Here is a work of “ancient” science fiction which features pollution-free technology and the elimination of racial tensions by centuries of intermarriage among the races. Plus more.
ACCOUNT OF AN EXPEDITION TO THE INTERIOR OF NEW HOLLAND (1837) – Written by multiple parties, with Lady Mary Fox, Richard Whateley and Lord Holland the likeliest authors. “New Holland” was an old name for Australia. In 1860 the novel was reissued under the title preface The Southlanders.
The story centers around an expedition that travels hundreds of miles into the interior of Australia, where the off-course explorers find a fictional chain of lakes and rivers with a Lost Civilization founded by English Dissenters during the Protestant Reformation.

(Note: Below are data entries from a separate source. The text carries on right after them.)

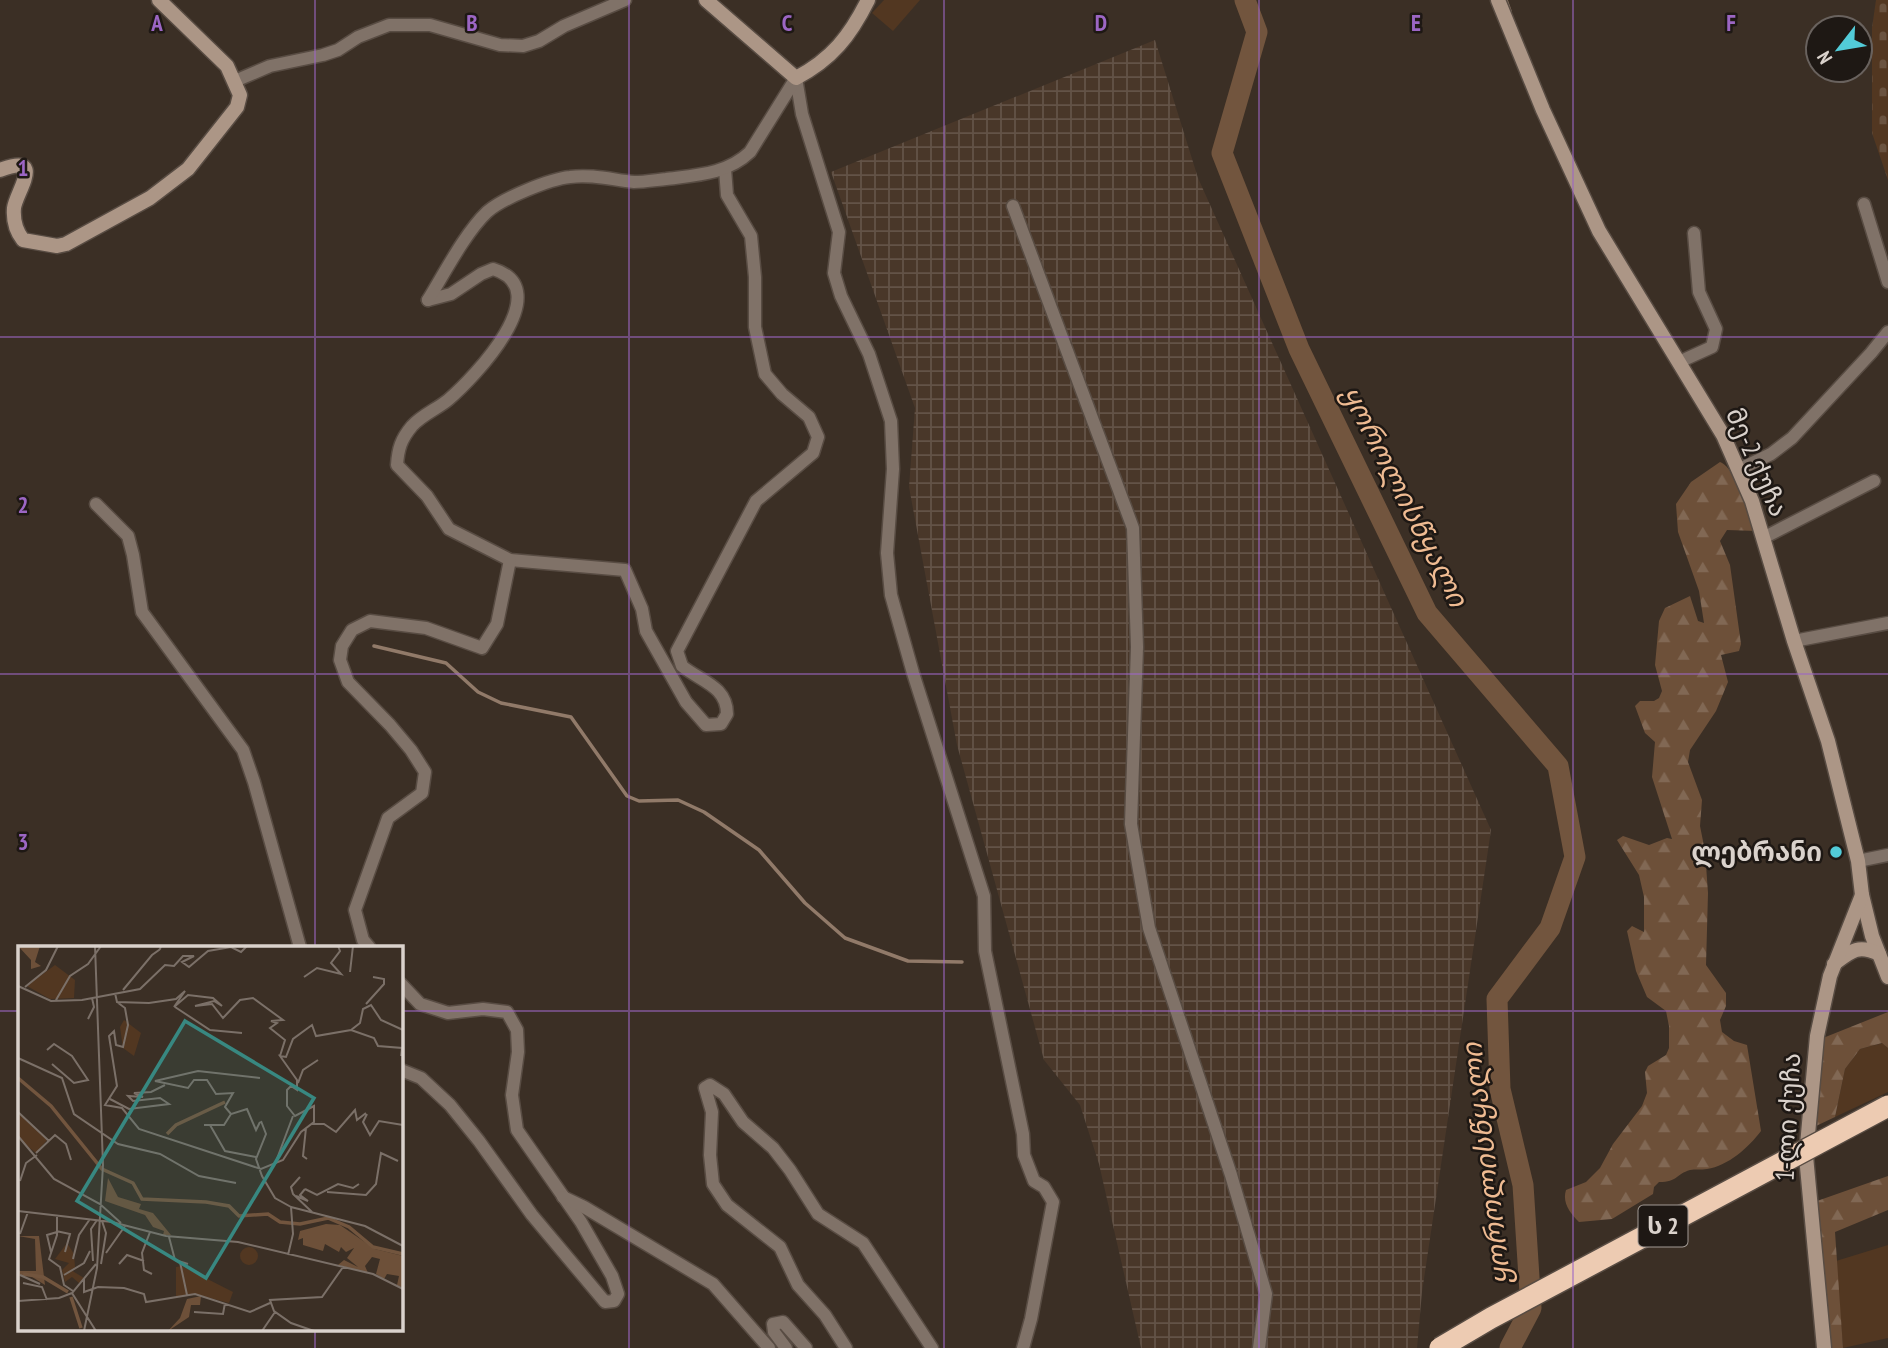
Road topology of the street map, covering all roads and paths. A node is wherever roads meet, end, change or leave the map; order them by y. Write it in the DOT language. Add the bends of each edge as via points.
graph roads {
  1 [pos="159,0"];
  2 [pos="625,0"];
  3 [pos="706,0"];
  4 [pos="868,0"];
  5 [pos="1498,0"];
  6 [pos="796,78"];
  7 [pos="234,81"];
  8 [pos="725,169"];
  9 [pos="0,170"];
  10 [pos="1864,204"];
  11 [pos="1013,206"];
  12 [pos="1694,233"];
  13 [pos="1887,272"];
  14 [pos="1888,332"];
  15 [pos="1679,362"];
  16 [pos="1738,470"];
  17 [pos="1874,481"];
  18 [pos="96,504"];
  19 [pos="1763,538"];
  20 [pos="510,560"];
  21 [pos="1888,623"];
  22 [pos="1794,641"];
  23 [pos="1888,855"];
  24 [pos="1858,860"];
  25 [pos="1862,895"];
  26 [pos="300,946"];
  27 [pos="368,946"];
  28 [pos="1879,954"];
  29 [pos="1834,965"];
  30 [pos="1888,977"];
  31 [pos="402,985"];
  32 [pos="402,1070"];
  33 [pos="1888,1106"];
  34 [pos="563,1197"];
  35 [pos="769,1348"];
  36 [pos="786,1348"];
  37 [pos="806,1348"];
  38 [pos="846,1348"];
  39 [pos="932,1348"];
  40 [pos="1023,1348"];
  41 [pos="1259,1348"];
  42 [pos="1440,1348"];
  43 [pos="1824,1348"];
  1 -- 7 [label="street" via="227,66"];
  2 -- 7 [label="street" via="523,46 500,45 430,25 389,25 338,50 270,66"];
  3 -- 6 [label="street"];
  4 -- 6 [label="street" via="845,40 817,67"];
  5 -- 15 [label="street, მე-2 ქუჩა" via="1599,231"];
  6 -- 8 [label="street" via="750,152"];
  6 -- 40 [label="street" via="802,114 839,232 834,273 869,354 891,421 887,553 891,595 984,896 985,951 1024,1155 1034,1181 1054,1202"];
  7 -- 9 [label="street" via="240,95 237,107 188,169 150,198 66,244 23,240 14,222 14,208 26,174 18,166"];
  8 -- 20 [label="street" via="636,182 569,177 515,196 487,212 428,300 451,294 493,269 513,281 520,297 515,317 488,358 448,400 414,424 398,445 397,465 427,496 449,529"];
  8 -- 20 [label="street" via="727,195 751,236 755,327 765,373 809,417 818,437 813,453 756,501 677,651 682,666 723,697 727,714 721,724 706,724 686,702 646,631 625,570"];
  10 -- 13 [label="street"];
  11 -- 41 [label="street" via="1133,528 1137,646 1132,824 1149,928 1266,1294"];
  12 -- 15 [label="street" via="1699,292 1716,329 1712,347"];
  14 -- 16 [label="street" via="1792,438 1772,454"];
  15 -- 16 [label="street, მე-2 ქუჩა" via="1723,435"];
  16 -- 19 [label="street, მე-2 ქუჩა"];
  17 -- 19 [label="street"];
  18 -- 26 [label="street" via="128,536 142,612 243,750"];
  19 -- 22 [label="street, მე-2 ქუჩა"];
  20 -- 27 [label="street" via="497,624 482,648 426,628 370,621 352,631 342,646 340,660 348,682 390,724 425,772 422,793 388,818 355,910"];
  21 -- 22 [label="street"];
  22 -- 24 [label="street, მე-2 ქუჩა" via="1828,741"];
  23 -- 24 [label="street"];
  24 -- 25 [label="street, მე-2 ქუჩა"];
  25 -- 28 [label="street, მე-2 ქუჩა"];
  25 -- 29 [label="street, 1-ლი ქუჩა"];
  28 -- 29 [label="street" via="1857,949"];
  28 -- 30 [label="street, მე-2 ქუჩა"];
  29 -- 43 [label="street, 1-ლი ქუჩა" via="1817,1036 1806,1156"];
  31 -- 34 [label="street" via="420,1004 448,1013 508,1012 517,1030 512,1095 517,1130"];
  32 -- 34 [label="street" via="421,1078 450,1105 605,1302 614,1301 618,1294 612,1276"];
  33 -- 42 [label="highway, ს 2, bridge"];
  34 -- 35 [label="street" via="713,1283"];
  36 -- 37 [label="street" via="773,1324 783,1322"];
  38 -- 39 [label="street" via="798,1284 780,1247 727,1205 713,1184 712,1112 705,1088 710,1085 724,1094 743,1122 773,1148 818,1214 863,1244"];
}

This Lost Civilization is called Southland by its mixed-race inhabitants. The major language is English as it was in the 1500s when Southland was established, so some words and expressions differ from the English spoken by our expedition members. Otherwise, they can communicate with each other just fine.
Southland boasts a population of roughly four million and is divided into eleven distinct regions which, though under one overall parliamentary government, enjoy a large amount of internal sovereignty. Some regions are republics and others live under a hereditary monarchy. In several of the republics, however, their chief executive figure is still called a king despite being elected.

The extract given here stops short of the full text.